A dissemelhança entre o que uma e outra parte têm a oferecer acrescenta uma dimensão renovada ao vasto rol de dicotomias que, ao longo dos séculos, ajudaram a edificar a pluralidade de Macau. Se a península contempla o passado, o Cotai parece indicar o futuro, mesmo nas perspectivas que inspira. “Macau é como se fosse uma novela tradicional. O Cotai, por sua vez, parece algo saído de uma obra de literatura fantástica ou de ficção científica. É difícil encontrar em toda a China um local que se compare”, argumenta. “Estou a escrever uma história de ficção científica que tem por base esse cenário”, revela.
4. A CIDADE NUM FÔLEGO, PARA GENTE COM PRESSA
Em Macau, bênçãos e maldições são faces inequívocas de uma mesma moeda, ao ponto de a dimensão da cidade ser uma das suas maiores riquezas. O essencial está ao alcance da mão e a expectativa, imaginada e cumprida, de um caldeirão de culturas que fervilha em perfeita sintonia torna-se palpável a cada esquina, em breves, mas estimulantes caminhadas que permitem ao visitante abraçar, com plenitude, a essência e a singularidade de Macau.

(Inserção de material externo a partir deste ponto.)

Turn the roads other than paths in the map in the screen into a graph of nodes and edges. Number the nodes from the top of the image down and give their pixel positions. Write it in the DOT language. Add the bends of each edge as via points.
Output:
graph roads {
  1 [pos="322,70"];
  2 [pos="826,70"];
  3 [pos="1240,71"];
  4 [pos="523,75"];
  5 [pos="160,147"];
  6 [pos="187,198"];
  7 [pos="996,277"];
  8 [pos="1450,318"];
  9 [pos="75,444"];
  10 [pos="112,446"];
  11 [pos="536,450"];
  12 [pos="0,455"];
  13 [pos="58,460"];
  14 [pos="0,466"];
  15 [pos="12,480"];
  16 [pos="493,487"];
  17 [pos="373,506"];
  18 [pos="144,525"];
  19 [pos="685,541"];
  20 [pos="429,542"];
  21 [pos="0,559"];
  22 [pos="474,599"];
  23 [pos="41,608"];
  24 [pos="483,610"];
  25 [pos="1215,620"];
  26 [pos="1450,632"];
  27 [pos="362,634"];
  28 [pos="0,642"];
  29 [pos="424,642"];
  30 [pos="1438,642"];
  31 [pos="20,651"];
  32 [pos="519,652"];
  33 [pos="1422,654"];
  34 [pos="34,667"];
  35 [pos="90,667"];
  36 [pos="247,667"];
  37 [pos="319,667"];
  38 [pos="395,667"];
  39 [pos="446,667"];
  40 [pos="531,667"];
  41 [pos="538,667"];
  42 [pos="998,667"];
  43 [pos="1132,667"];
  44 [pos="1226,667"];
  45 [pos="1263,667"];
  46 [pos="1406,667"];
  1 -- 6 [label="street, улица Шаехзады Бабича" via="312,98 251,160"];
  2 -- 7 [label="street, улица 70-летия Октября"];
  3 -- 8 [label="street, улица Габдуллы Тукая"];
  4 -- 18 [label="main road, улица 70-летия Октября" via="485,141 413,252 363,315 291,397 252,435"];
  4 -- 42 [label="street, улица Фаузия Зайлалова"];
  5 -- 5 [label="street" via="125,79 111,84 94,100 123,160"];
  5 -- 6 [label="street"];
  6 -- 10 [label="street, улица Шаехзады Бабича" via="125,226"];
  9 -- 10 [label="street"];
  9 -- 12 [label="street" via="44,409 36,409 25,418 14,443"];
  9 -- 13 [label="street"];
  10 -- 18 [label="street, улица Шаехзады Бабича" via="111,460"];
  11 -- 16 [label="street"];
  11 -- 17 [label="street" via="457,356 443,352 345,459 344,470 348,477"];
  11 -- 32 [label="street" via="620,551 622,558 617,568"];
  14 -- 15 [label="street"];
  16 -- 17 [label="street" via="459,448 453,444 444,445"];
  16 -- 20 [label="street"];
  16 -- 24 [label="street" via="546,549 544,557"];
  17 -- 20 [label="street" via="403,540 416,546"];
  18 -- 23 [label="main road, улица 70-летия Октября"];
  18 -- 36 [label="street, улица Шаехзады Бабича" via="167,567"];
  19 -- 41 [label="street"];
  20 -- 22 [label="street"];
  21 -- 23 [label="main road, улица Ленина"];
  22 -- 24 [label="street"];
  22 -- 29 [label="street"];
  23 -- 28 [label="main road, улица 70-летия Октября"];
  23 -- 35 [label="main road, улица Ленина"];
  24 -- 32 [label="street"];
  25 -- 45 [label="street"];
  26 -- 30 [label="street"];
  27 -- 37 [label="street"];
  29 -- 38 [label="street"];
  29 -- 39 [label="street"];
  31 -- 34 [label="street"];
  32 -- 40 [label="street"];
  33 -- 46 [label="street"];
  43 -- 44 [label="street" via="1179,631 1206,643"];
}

O prolongado convívio de culturas que ao longo de mais de quatro séculos fizeram do território um lugar de excepção é evidente por toda a cidade, mas é explícito e inequívoco no percurso que separa o Bairro da Horta da Mitra do Mercado Vermelho. O trajecto, com paragens no Tap Seac, na Rotunda de Carlos da Maia (Três Candeeiros) e na Avenida de Horta e Costa, oferece como que um instantâneo da alma de Macau, um esboço preciso do que de mais genuíno e inigualável Macau tem para oferecer.
“Se traçarmos uma linha a partir da Praça do Tap Seac e nos deslocarmos até à Rotunda de Carlos da Maia e até ao Mercado Vermelho, encapsulamos a essência de Macau numa única caminhada. O Mercado Vermelho é um espaço muito característico e a zona dos Três Candeeiros é o tipo de local onde a vida acontece, onde bate o coração da cidade. O Tap Seac, por sua vez, tem um ambiente marcadamente europeu, muito diferente das zonas que o rodeiam”, denota Joe Tang.
“Se seguirmos em sentido contrário e caminharmos até ao Bairro da Horta da Mitra, encontramos uma zona muito compacta, mas com características muito próprias de Macau e uma vivência comunitária muito forte: as pessoas fazem as compras no mercado, conhecem-se e falam entre si. É um dos locais onde melhor se sente a autenticidade de Macau. Poder abraçar locais tão distintos numa breve caminhada é algo único e excepcional”, remata o escritor.